Tal vez la experiencia humana que más nos acerque a este misterio es el encuentro entre dos personas que se aman. Entonces, parece que el tiempo se detiene. Toda la vida se concentra ahí, en ese fragmento. La nostalgia que sobreviene después es un signo de la intensidad de lo vivido, y del anhelo de que ese instante fugaz no se pierda. Esa es realmente la esencia de la vida humana.

Un famoso filósofo cristiano del siglo V llamado Boecio, intentó definir la eternidad describiéndola como la posesión total, simultánea y completa de una vida interminable. No nos compliquemos. Dejemos tranquilos a los filósofos. El orante de la Biblia lo expresa con unas palabras que nos resultan más cercanas: “Yo, Señor, por tu justicia, contemplaré tu rostro, y al despertar, me saciaré de tu presencia” (Salmo 16,15).

El rostro bendito de Dios colma la sed del creyente. Y ese rostro se nos ha manifestado en Jesucristo. Todo el Credo que hemos meditado es, de alguna manera, un despliegue de la belleza luminosa del Rostro de Jesucristo. Él es la vida. Él da la vida.
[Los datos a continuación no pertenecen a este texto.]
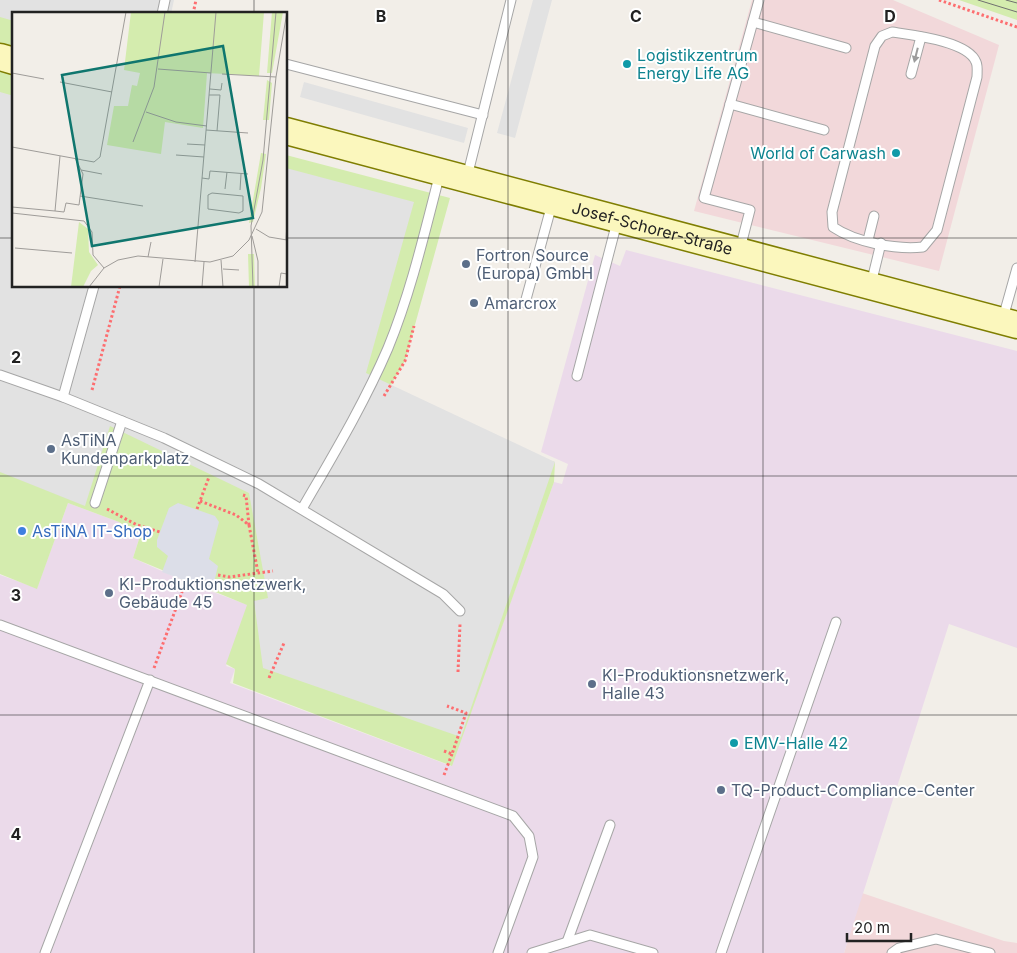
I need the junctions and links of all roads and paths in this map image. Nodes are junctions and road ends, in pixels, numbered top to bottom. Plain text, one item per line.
1 (511, 0) edge
2 (759, 0) edge
3 (939, 0) edge
4 (753, 22) junction
5 (1017, 27) edge
6 (921, 37) junction
7 (846, 48) dead end
8 (288, 65) edge
9 (912, 74) dead end
10 (730, 104) junction
11 (483, 115) junction
12 (824, 130) dead end
13 (288, 132) edge
14 (440, 173) junction
15 (466, 180) junction
16 (552, 202) junction
17 (874, 216) dead end
18 (618, 219) junction
19 (868, 240) junction
20 (881, 243) junction
21 (739, 251) junction
22 (1017, 268) edge
23 (870, 286) junction
24 (93, 288) edge
25 (119, 288) edge
26 (525, 303) dead end
27 (1010, 323) edge
28 (0, 375) edge
29 (577, 376) dead end
30 (92, 390) dead end
31 (63, 397) junction
32 (122, 421) junction
33 (216, 482) dead end
34 (238, 492) dead end
35 (200, 501) junction
36 (95, 503) joint
37 (197, 509) dead end
38 (302, 509) junction
39 (249, 525) junction
40 (160, 532) dead end
41 (273, 571) dead end
42 (258, 573) junction
43 (218, 575) dead end
44 (186, 581) dead end
45 (460, 611) joint
46 (836, 622) dead end
47 (0, 625) edge
48 (284, 643) dead end
49 (458, 672) dead end
50 (269, 678) dead end
51 (150, 680) junction
52 (447, 706) dead end
53 (444, 751) dead end
54 (452, 754) junction
55 (439, 789) junction
56 (610, 825) dead end
57 (568, 942) junction
58 (44, 953) edge
59 (498, 953) edge
60 (532, 953) edge
61 (653, 953) edge
62 (721, 953) edge
63 (892, 953) edge
64 (990, 953) edge

1 - 11 lane
2 - 4 lane
3 - 5 path
4 - 7 lane
4 - 10 lane
6 -> 9 lane
6 - 19 lane
6 - 20 lane
8 - 11 lane
10 - 12 lane
10 - 21 lane
11 - 15 lane
13 - 14 street, Josef-Schorer-Straße
14 - 15 street, Josef-Schorer-Straße
14 - 38 lane
15 - 16 street, Josef-Schorer-Straße
16 - 18 street, Josef-Schorer-Straße
16 - 26 lane
17 - 19 lane
18 - 21 street, Josef-Schorer-Straße
18 - 29 lane
19 - 20 lane
20 - 23 lane
21 - 23 street, Josef-Schorer-Straße
22 - 27 lane
23 - 27 street, Josef-Schorer-Straße
24 - 31 lane
25 - 30 path
28 - 31 lane
31 - 32 lane
32 - 36 lane
32 - 38 lane
33 - 35 path
34 - 39 path
35 - 37 path
35 - 39 path
36 - 40 path
38 - 45 lane
39 - 42 path
41 - 42 path
42 - 43 path
44 - 51 path
45 - 49 path
46 - 62 lane
47 - 51 lane
48 - 50 path
51 - 55 lane
51 - 58 lane
52 - 54 path
53 - 54 path
54 - 55 path
55 - 59 lane
56 - 57 lane
57 - 60 lane
57 - 61 lane
63 - 64 lane

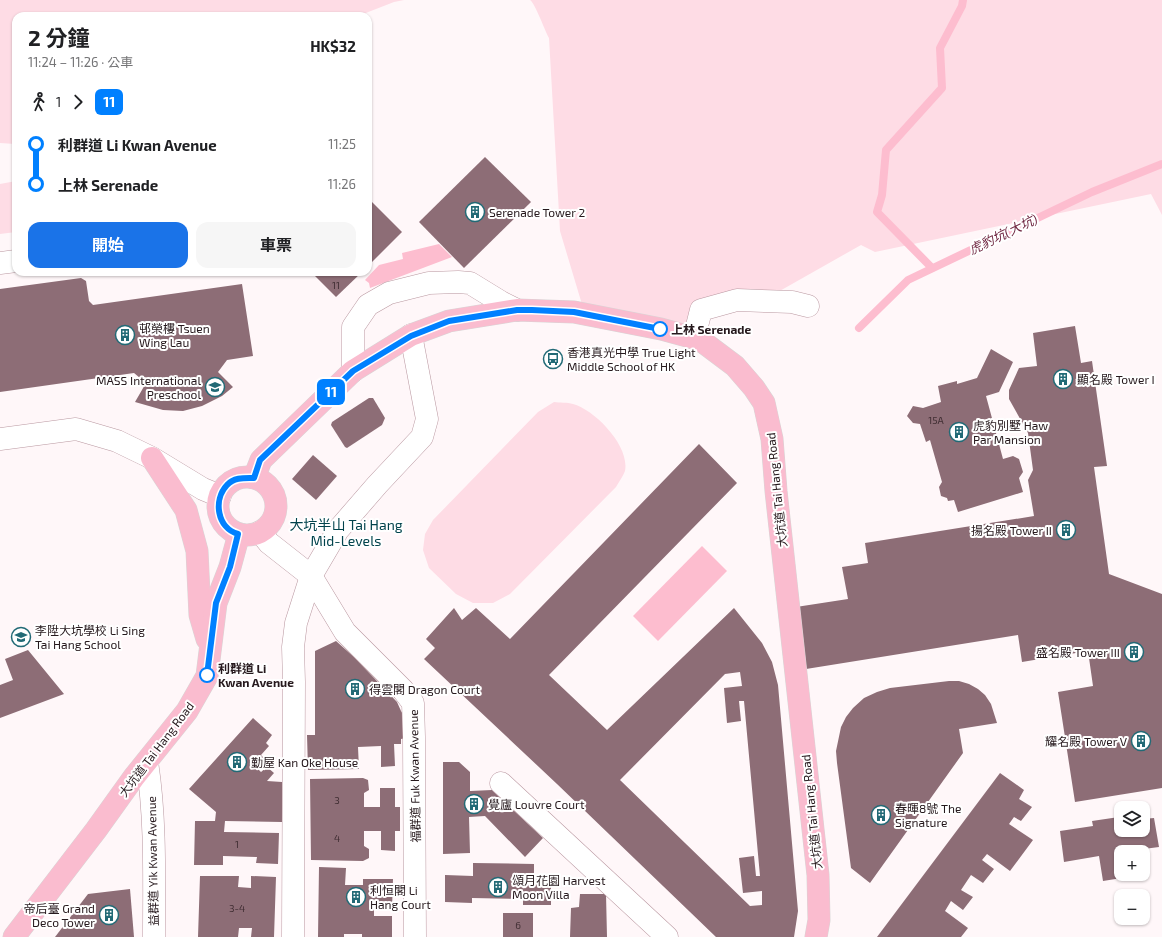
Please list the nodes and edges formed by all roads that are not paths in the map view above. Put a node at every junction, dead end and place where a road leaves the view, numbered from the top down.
1 (12, 262) edge
2 (0, 263) edge
3 (808, 306) dead end
4 (517, 310) junction
5 (411, 336) junction
6 (694, 338) junction
7 (353, 371) junction
8 (0, 439) edge
9 (152, 458) junction
10 (254, 478) junction
11 (220, 496) junction
12 (260, 532) junction
13 (238, 534) junction
14 (312, 576) junction
15 (210, 651) junction
16 (147, 762) junction
17 (501, 783) dead end
18 (14, 937) edge
19 (154, 937) edge
20 (293, 937) edge
21 (415, 937) edge
22 (667, 937) edge
23 (816, 937) edge

1 - 2 street
3 - 6 street
4 - 5 main road, 大坑道 Tai Hang Road
4 - 6 main road, 大坑道 Tai Hang Road
4 - 7 street
5 - 7 main road, 大坑道 Tai Hang Road
5 - 14 street
6 - 23 main road, 大坑道 Tai Hang Road
7 - 10 main road, 大坑道 Tai Hang Road
8 - 9 street
9 - 11 street
9 - 15 main road
10 - 11 main road
10 - 12 main road
11 - 13 main road
12 - 13 main road
12 - 14 street, 福群道 Fuk Kwan Avenue
13 - 15 main road, 大坑道 Tai Hang Road
14 - 20 street
14 - 21 street, 福群道 Fuk Kwan Avenue
15 - 16 main road, 大坑道 Tai Hang Road
16 - 18 main road, 大坑道 Tai Hang Road
16 - 19 street, 益群道 Yik Kwan Avenue
17 - 22 street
Jesucristo es la vida eterna que esperamos. El cielo es la comunión con Dios en Jesucristo. El purgatorio es el amor de Cristo que limpia purifica nuestra mirada para ese encuentro definitivo. El infierno es esa terrible posibilidad que tiene la libertad de elegir la soledad más absoluta: ningunos ojos que se crucen con los nuestros, ninguna mano que estrechar, ningún rostro que acariciar.

El Credo se cierra con un sonoro: “Amén”. El Dios amigo de la vida se ha involucrado con nuestra vida para rescatarnos de la soledad. Lo ha hecho en Jesucristo, concebido por obra del Espíritu Santo, nacido de María, muerto y resucitado. A ese misterio de amor, cada domingo, los cristianos le decimos: “Amén, creo, Señor, pero aumenta nuestra fe”.